Sarah chuckled. "I'd have done the same."

He stared at her. "Has anyone ever told you you're too good to be true, Dr. Blakeney?" He spoke with a touch of sarcasm.

She held his gaze, but didn't say anything.

"Women in your position drive their husband's car through their rival's front door, or take a chainsaw to the rival's furniture. At the very least, they feel acute bitterness. Why don't you?"

"I'm busy shoring up my house of cards," she said cryptically. "Have some more wine." She filled her own glass, then his. "It's not bad, this one. Australian Shiraz and fairly inexpensive."

He was left with the impression that, of the two women, Joanna Lascelles was the less puzzling. "Would you have described yourself and Mrs.
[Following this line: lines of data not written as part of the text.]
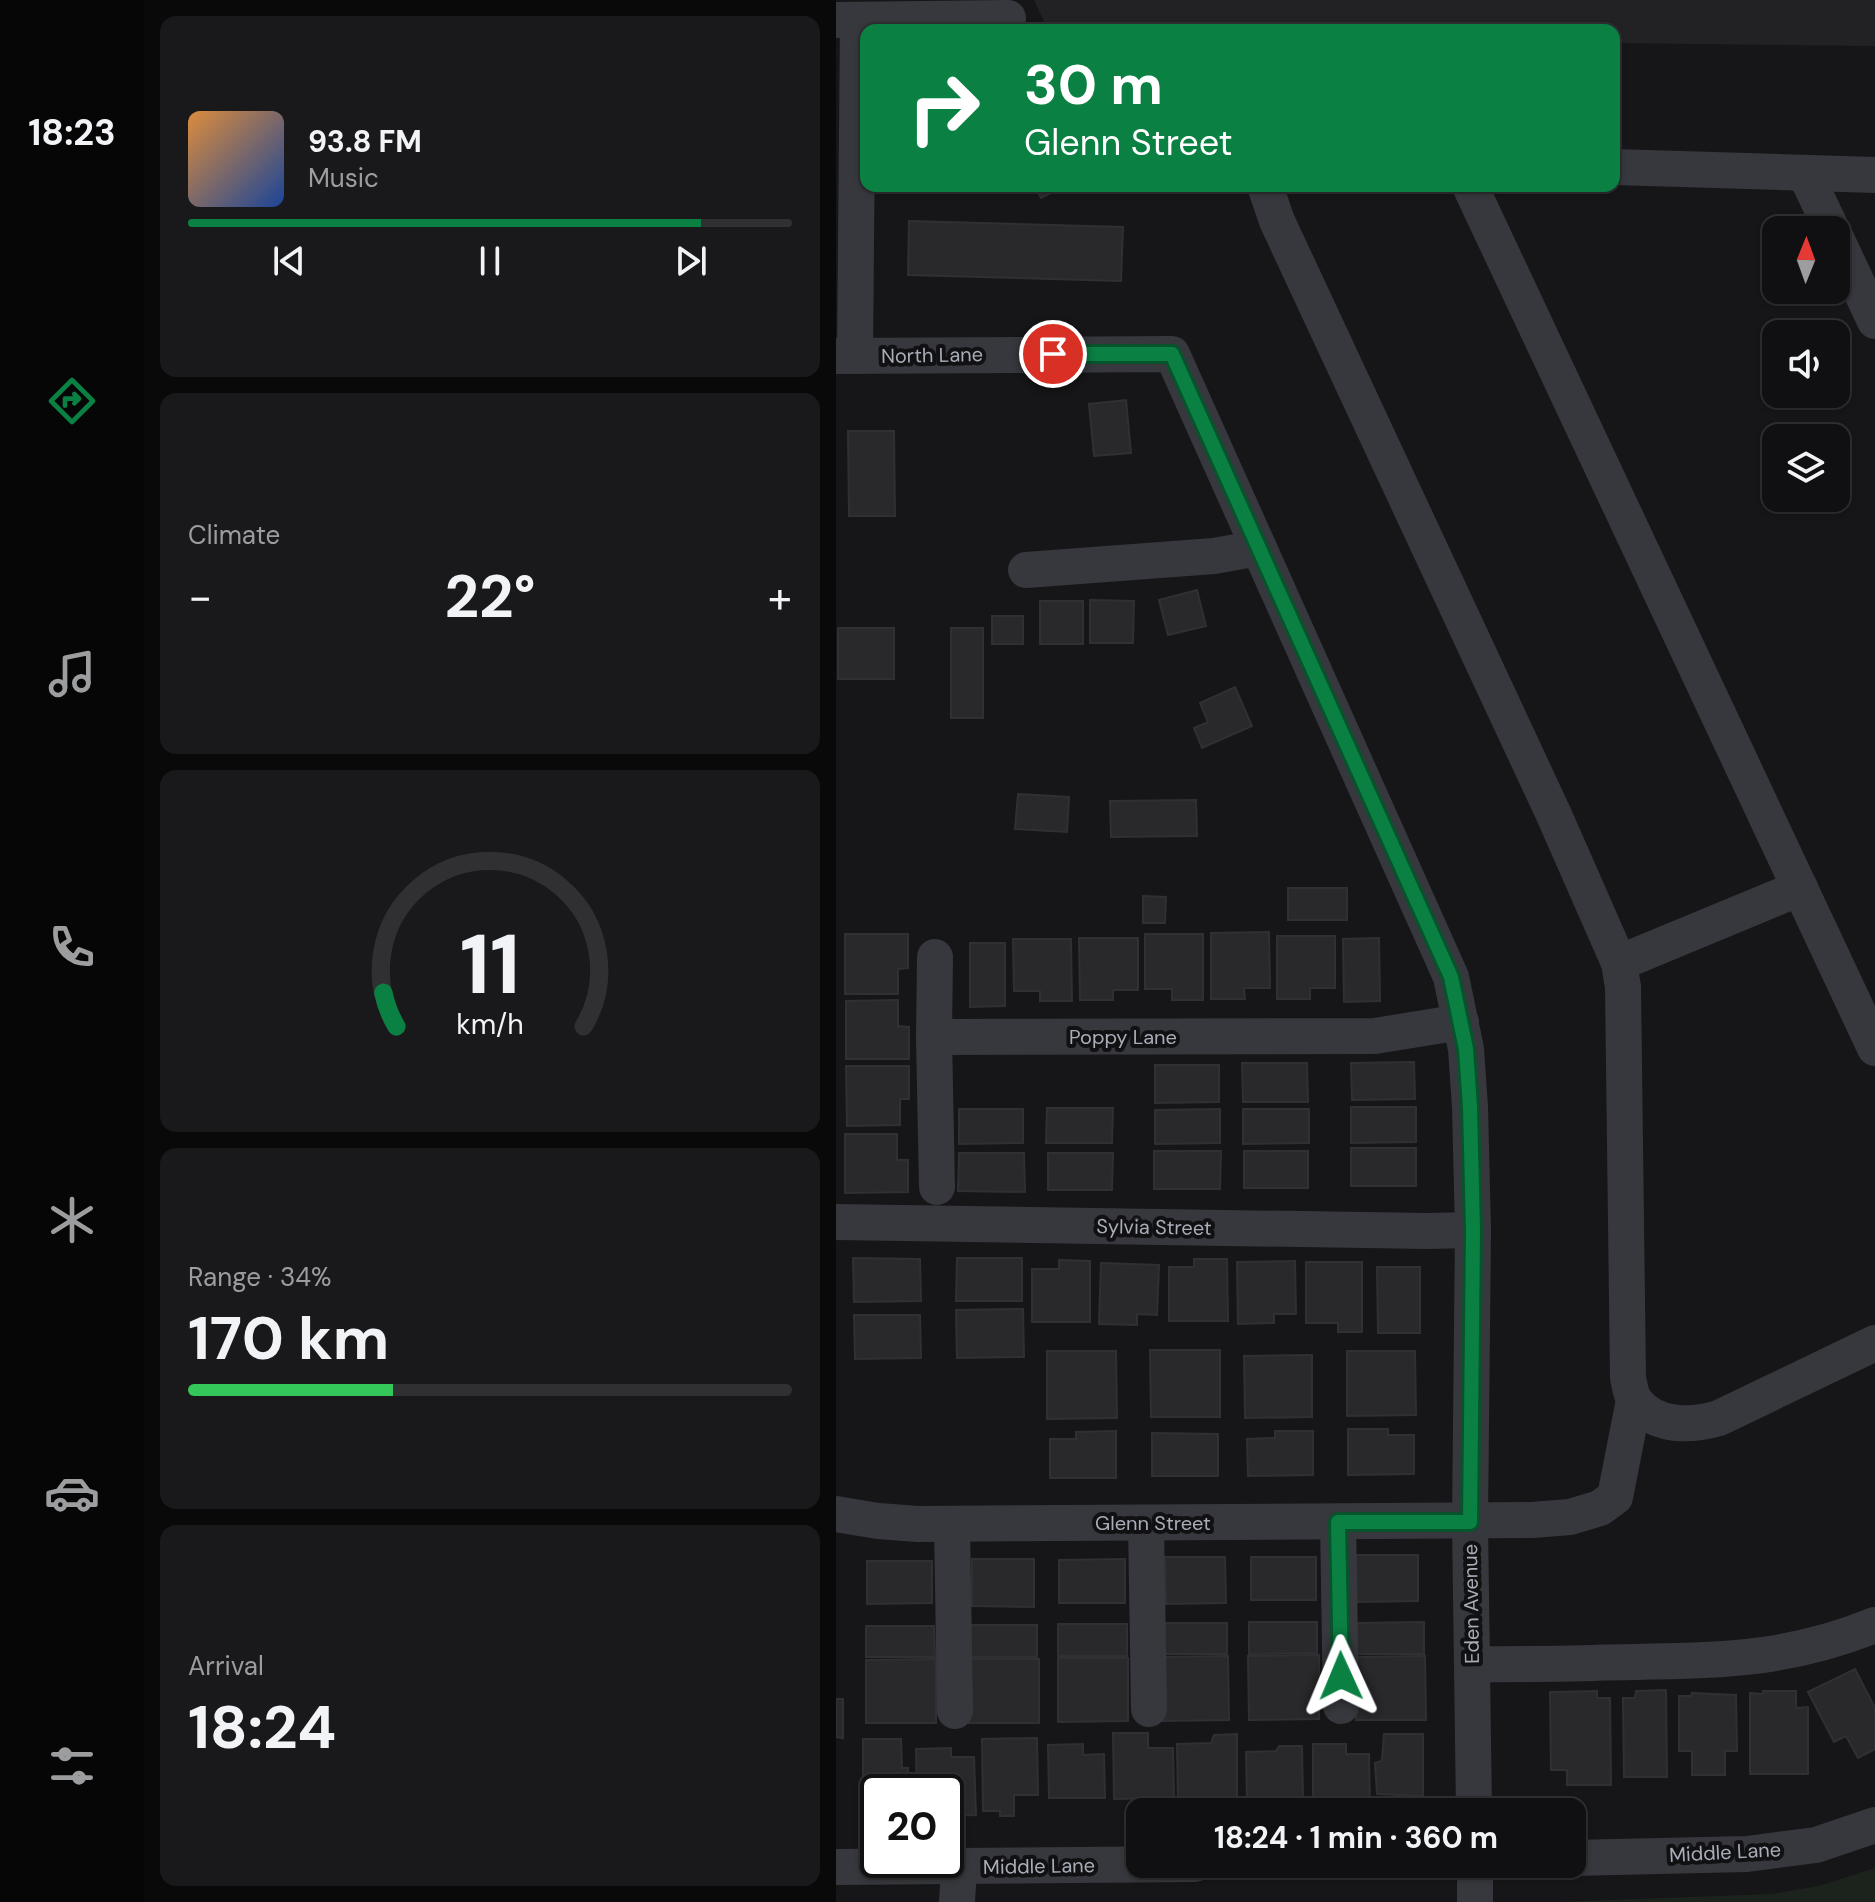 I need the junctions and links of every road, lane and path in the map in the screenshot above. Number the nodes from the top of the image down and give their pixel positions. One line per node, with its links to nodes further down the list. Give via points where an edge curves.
1 (1008, 18): 2 (street)
2 (847, 20): 12 (street)
3 (1620, 167): 4 (street)
4 (1805, 173): 5 (street); 8 (street)
5 (1875, 175)
6 (1267, 192): 17 (street)
7 (1473, 192): 15 (street)
8 (1825, 216)
9 (1850, 268): 10 (street)
10 (1875, 321)
11 (1172, 354): 12 (street, North Lane); 13 (street, Eden Avenue)
12 (846, 356)
13 (1259, 548): 14 (street); 18 (street, Eden Avenue, via 1451,977)
14 (1026, 570)
15 (1800, 888): 17 (street); 20 (street)
16 (935, 957): 19 (street)
17 (1619, 963): 25 (street, via 1628,1378)
18 (1461, 1022): 19 (street, Poppy Lane, via 1375,1036); 23 (street, Eden Avenue, via 1470,1107)
19 (934, 1037): 21 (street)
20 (1875, 1048)
21 (937, 1187)
22 (836, 1222): 23 (street, Sylvia Street)
23 (1473, 1230): 28 (street, Eden Avenue)
24 (1875, 1343): 25 (street, via 1698,1424 1650,1416)
25 (1634, 1400): 28 (street, Glenn Street, via 1615,1497 1570,1517)
26 (836, 1514): 30 (street, Glenn Street)
27 (1338, 1522): 28 (street, Glenn Street); 29 (street, Glenn Street); 33 (street)
28 (1470, 1522): 32 (street, Eden Avenue)
29 (1146, 1523): 30 (street, Glenn Street); 34 (street)
30 (952, 1524): 35 (street)
31 (1875, 1625): 32 (street, via 1835,1642 1738,1659)
32 (1472, 1664): 36 (street, Eden Avenue)
33 (1341, 1706)
34 (1149, 1709)
35 (955, 1711)
36 (1474, 1798)
37 (1875, 1825): 38 (street, Middle Lane, via 1816,1845 1747,1854)
38 (1586, 1858)
39 (836, 1867): 42 (street, Middle Lane)
40 (1126, 1870): 42 (street, Middle Lane)
41 (1475, 1878): 43 (street)
42 (958, 1884)
43 (1475, 1902)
Gillespie as friends?" he asked.

"Of course."

"Why 'of course'?"

"I describe everyone I know well as a friend."

"Including Mrs. Lascelles."

"No. I've only met her twice."

"You wouldn't think it to listen to you."

She grinned. "I have a fellow-feeling with her, Sergeant, just as I have with Ruth and Jack. You don't feel comfortable with any of us. Joanna or Ruth might have done it if they didn't know the will had been changed, Jack or I might have done it if we did. On the face of it, Joanna appears the most likely which is why you keep asking me questions about her. I imagine you've quizzed her pretty thoroughly about when she first learnt who her father was, so you'll know that she threatened her mother with exposure?" She looked at him enquiringly, and he nodded. "At which point, you're thinking, Mathilda turned round and said, any more threats like this and I'll cut you out altogether. So, in desperation, Joanna dosed her mother with barbiturates and slit the old lady's wrists, unaware that Mathilda had altered the will already."

"What makes you think I don't feel comfortable with that scenario?"

"You told me Joanna was in London that night."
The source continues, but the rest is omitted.